セリフが少なくても、眼神や仕草だけでこれほど多くの物語を語れることに驚かされる。葬儀の参列者たちのざわめきと、主要キャラクターたちの静かな対峙の対比が素晴らしい。まるで『番犬の牙』のように鋭い視線が交錯し、見ているこちらまで息を呑むような緊張感を味わえる。映像美と演技力が光る作品だ。
葬儀の後の車内のシーンが特に印象的だった。外を流れる景色と、車内の重苦しい空気が対照的で、登場人物たちの孤独感を強調している。許惟心のうつむいた表情や、路弋の遠くを見つめる眼差しから、彼らが抱える問題の大きさが伝わってくる。

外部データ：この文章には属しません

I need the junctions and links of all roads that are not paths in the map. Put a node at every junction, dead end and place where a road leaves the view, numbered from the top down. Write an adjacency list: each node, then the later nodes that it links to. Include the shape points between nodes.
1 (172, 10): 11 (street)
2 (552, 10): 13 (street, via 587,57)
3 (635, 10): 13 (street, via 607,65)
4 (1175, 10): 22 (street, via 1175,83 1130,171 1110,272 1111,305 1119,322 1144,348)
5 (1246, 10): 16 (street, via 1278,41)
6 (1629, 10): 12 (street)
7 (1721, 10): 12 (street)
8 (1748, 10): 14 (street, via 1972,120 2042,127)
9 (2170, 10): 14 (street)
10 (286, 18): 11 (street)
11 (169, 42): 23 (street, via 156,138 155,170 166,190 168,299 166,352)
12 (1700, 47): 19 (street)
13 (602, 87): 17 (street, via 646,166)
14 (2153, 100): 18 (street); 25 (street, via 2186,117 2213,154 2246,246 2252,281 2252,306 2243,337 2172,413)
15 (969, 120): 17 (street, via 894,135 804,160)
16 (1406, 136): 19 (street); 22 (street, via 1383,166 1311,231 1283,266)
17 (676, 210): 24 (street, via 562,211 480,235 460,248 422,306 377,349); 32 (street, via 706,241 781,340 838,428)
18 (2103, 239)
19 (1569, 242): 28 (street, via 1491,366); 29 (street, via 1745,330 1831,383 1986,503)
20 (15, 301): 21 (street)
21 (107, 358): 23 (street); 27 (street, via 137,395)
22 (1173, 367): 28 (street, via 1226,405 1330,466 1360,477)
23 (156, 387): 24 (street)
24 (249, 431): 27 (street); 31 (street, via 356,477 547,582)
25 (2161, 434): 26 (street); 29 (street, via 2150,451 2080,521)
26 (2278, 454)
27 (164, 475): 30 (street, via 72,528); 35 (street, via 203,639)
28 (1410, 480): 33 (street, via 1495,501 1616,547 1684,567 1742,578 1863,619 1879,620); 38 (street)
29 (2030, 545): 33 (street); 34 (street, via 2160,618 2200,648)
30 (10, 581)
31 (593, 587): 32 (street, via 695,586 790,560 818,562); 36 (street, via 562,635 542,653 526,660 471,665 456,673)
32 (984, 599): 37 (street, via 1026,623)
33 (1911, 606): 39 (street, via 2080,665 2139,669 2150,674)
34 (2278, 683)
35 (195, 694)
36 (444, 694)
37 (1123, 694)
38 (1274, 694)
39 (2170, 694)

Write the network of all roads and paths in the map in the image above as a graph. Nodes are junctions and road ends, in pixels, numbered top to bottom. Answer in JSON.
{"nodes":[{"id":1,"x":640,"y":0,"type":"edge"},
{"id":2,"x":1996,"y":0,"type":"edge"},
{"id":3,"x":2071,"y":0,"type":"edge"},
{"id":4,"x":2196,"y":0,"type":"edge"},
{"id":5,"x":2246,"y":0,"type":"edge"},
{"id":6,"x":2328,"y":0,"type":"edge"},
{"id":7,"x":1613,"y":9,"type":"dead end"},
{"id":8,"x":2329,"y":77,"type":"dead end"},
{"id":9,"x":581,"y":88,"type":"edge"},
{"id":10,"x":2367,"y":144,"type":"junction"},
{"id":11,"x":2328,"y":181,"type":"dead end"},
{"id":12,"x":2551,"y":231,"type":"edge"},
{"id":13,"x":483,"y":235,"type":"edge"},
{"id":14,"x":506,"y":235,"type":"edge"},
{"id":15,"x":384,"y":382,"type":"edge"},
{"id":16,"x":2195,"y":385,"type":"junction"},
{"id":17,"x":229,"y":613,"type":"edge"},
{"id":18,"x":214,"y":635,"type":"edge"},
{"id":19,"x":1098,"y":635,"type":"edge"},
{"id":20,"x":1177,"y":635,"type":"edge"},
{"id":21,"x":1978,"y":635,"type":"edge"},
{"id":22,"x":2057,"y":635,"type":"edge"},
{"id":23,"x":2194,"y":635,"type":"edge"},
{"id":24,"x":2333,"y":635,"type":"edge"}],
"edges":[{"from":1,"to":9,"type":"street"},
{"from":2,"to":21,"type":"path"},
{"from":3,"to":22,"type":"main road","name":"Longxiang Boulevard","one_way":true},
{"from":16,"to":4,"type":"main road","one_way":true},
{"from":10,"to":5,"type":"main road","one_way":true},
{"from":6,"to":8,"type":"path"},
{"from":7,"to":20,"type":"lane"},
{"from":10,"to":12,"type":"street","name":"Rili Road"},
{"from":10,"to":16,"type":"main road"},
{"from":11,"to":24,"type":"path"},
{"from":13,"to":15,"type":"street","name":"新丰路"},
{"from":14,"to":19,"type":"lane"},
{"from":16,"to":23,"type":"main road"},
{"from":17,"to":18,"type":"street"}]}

『蜜の味』とは違う、苦い現実の味がするドラマ展開に引き込まれる。
厳粛な葬儀の場で、突然の衝突が起きる瞬間の緊迫感がたまらない。路弋が身を挺して守る姿はまさに『番犬の牙』のよう。許惟心の複雑な表情から、二人の間に隠された深い絆や過去を感じさせる。静かな教会の空間と、張り詰めた空気感が見事にマッチしていて、次の展開が気になって仕方がない。

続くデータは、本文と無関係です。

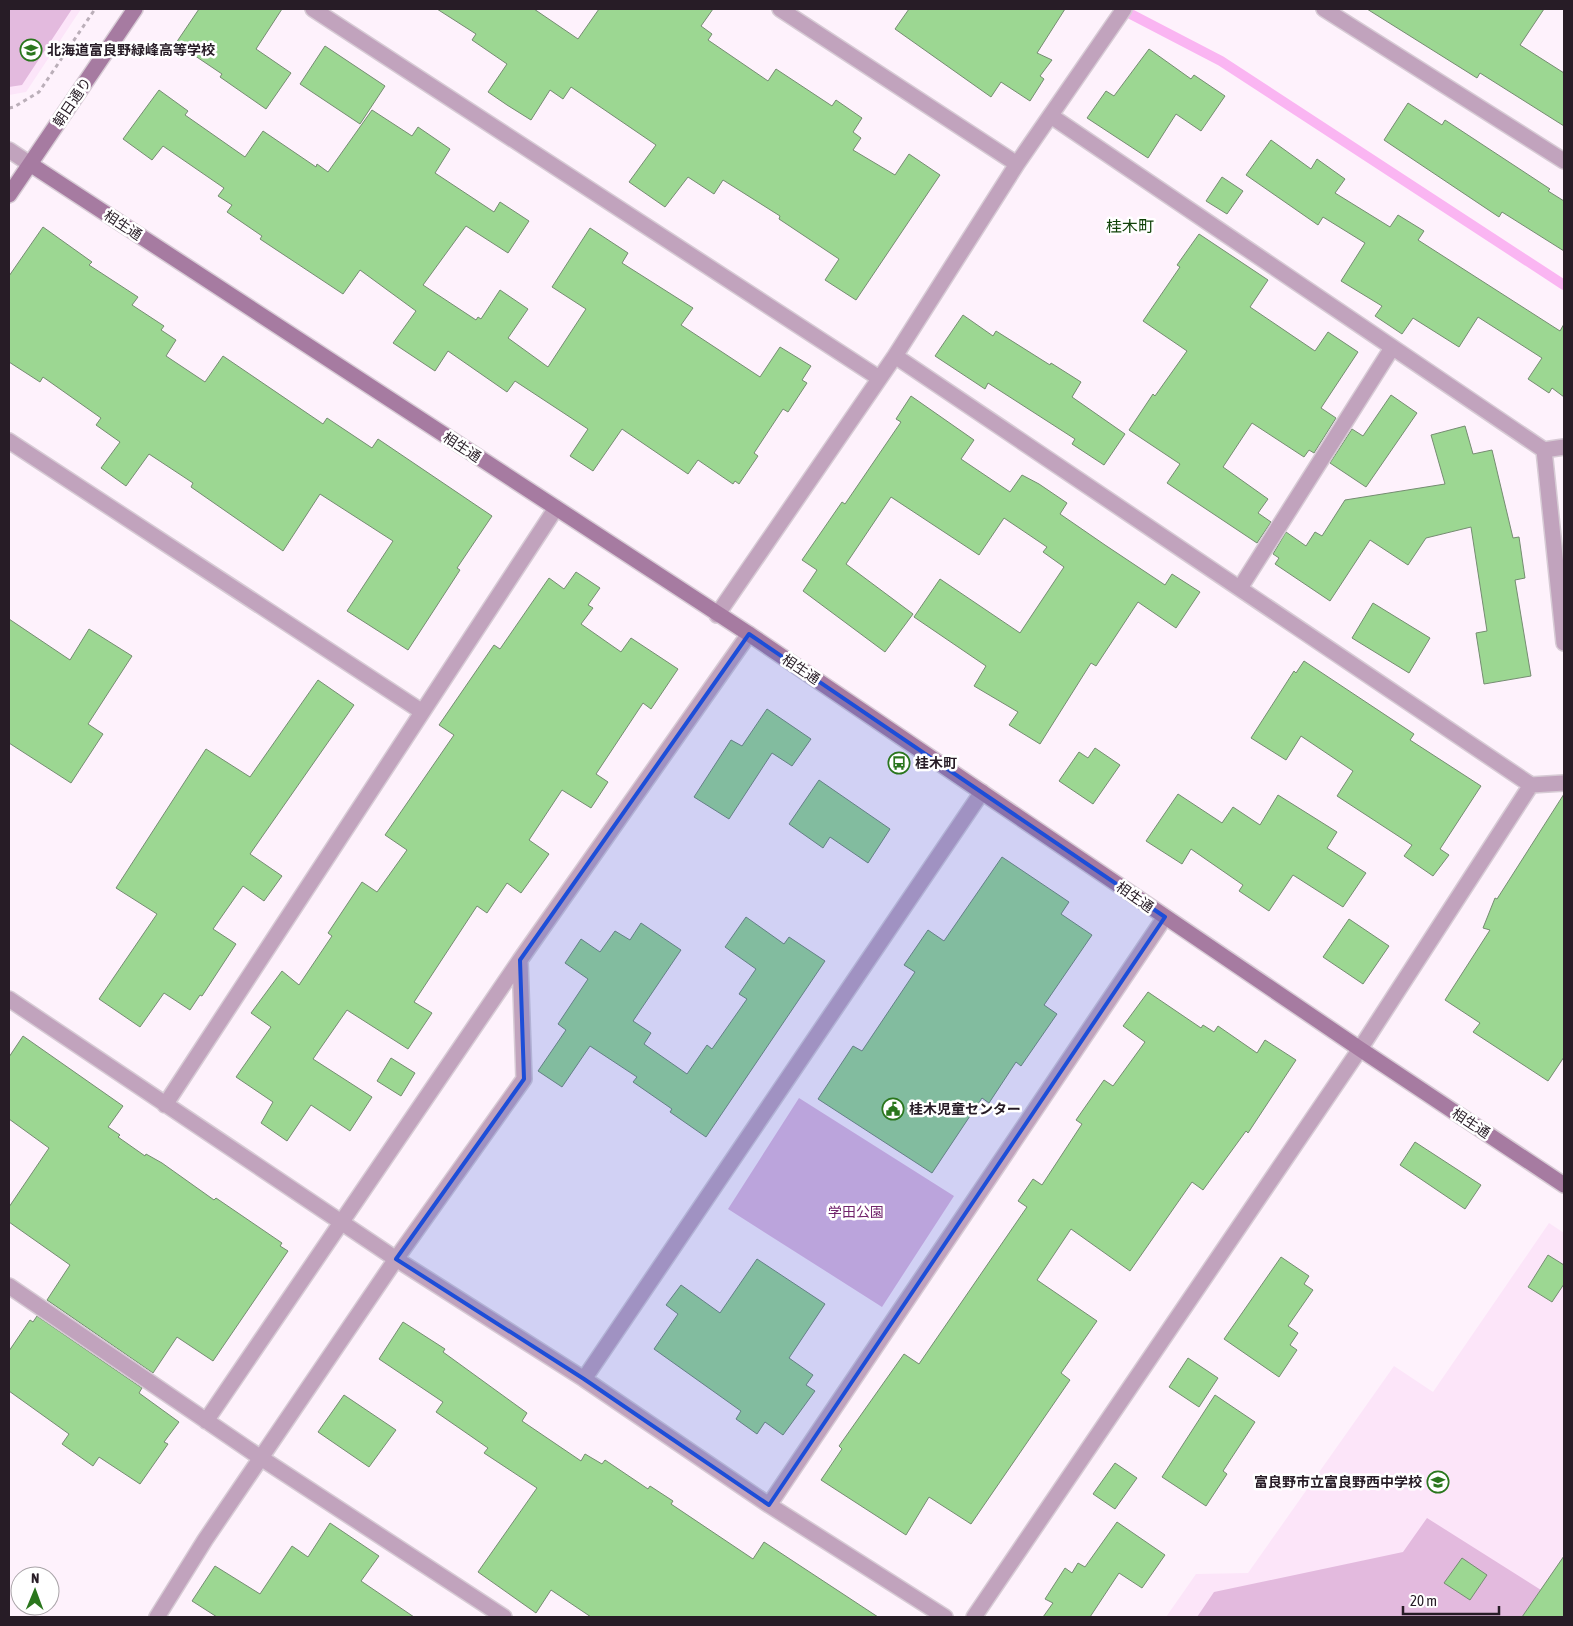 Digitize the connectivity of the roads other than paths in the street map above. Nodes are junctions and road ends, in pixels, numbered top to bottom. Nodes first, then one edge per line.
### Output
1 (135, 9) edge
2 (313, 9) edge
3 (780, 9) edge
4 (1124, 9) edge
5 (1324, 9) edge
6 (1051, 116) junction
7 (9, 150) edge
8 (1564, 161) edge
9 (30, 164) junction
10 (1016, 164) junction
11 (9, 195) edge
12 (1392, 348) junction
13 (895, 356) junction
14 (879, 378) junction
15 (9, 442) edge
16 (1564, 447) edge
17 (1544, 450) junction
18 (556, 508) junction
19 (1240, 588) junction
20 (717, 615) junction
21 (749, 634) junction
22 (1564, 643) edge
23 (421, 711) junction
24 (1564, 783) edge
25 (1530, 785) junction
26 (982, 792) junction
27 (1165, 917) junction
28 (520, 960) junction
29 (9, 999) edge
30 (1360, 1049) junction
31 (165, 1105) junction
32 (1564, 1185) edge
33 (340, 1222) junction
34 (396, 1259) junction
35 (9, 1286) edge
36 (584, 1379) junction
37 (206, 1421) junction
38 (261, 1458) junction
39 (770, 1505) junction
40 (157, 1617) edge
41 (504, 1617) edge
42 (945, 1617) edge
43 (974, 1617) edge

1 - 9 street, 朝日通り
2 - 14 street
3 - 10 street
4 - 6 street
5 - 8 street
6 - 10 street
6 - 12 street
7 - 9 street
9 - 11 street, 朝日通り
9 - 18 street, 相生通
10 - 13 street
12 - 17 street
12 - 19 street
13 - 14 street
13 - 19 street
14 - 20 street
15 - 23 street
16 - 17 street
17 - 22 street
18 - 20 street, 相生通
18 - 23 street
19 - 25 street
20 - 21 street, 相生通
21 - 26 street, 相生通
21 - 28 street
23 - 31 street
24 - 25 street
25 - 30 street
26 - 27 street, 相生通
26 - 36 street
27 - 30 street, 相生通
27 - 39 street
28 - 33 street
28 - 34 street
29 - 31 street
30 - 32 street, 相生通
30 - 43 street
31 - 33 street
33 - 34 street
33 - 37 street
34 - 36 street
34 - 38 street
35 - 37 street
36 - 39 street
37 - 38 street
38 - 40 street
38 - 41 street
39 - 42 street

喪服の黒が画面全体を支配する中、登場人物たちの微妙な表情の変化が際立っている。特に車内のシーンでは、言葉にならない沈黙が重く圧し掛かるようだ。『蜜の味』のような甘美なドラマとは対照的に、ここでは苦渋に満ちた大人の事情が漂っている。路弋の視線の先にあるものが何なのか、深く考えさせられる演出だ。
ボディガードとしての職務と、個人としての感情の狭間で揺れる路弋の姿が切ない。許惟心が歩き出す背中を見守るシーンでは、物理的な距離と心理的な距離が重なり合っているようだ。葬儀という悲しみの場において、彼らの関係性がどう変化していくのか、ネットショートアプリで続きを追うのが楽しみ。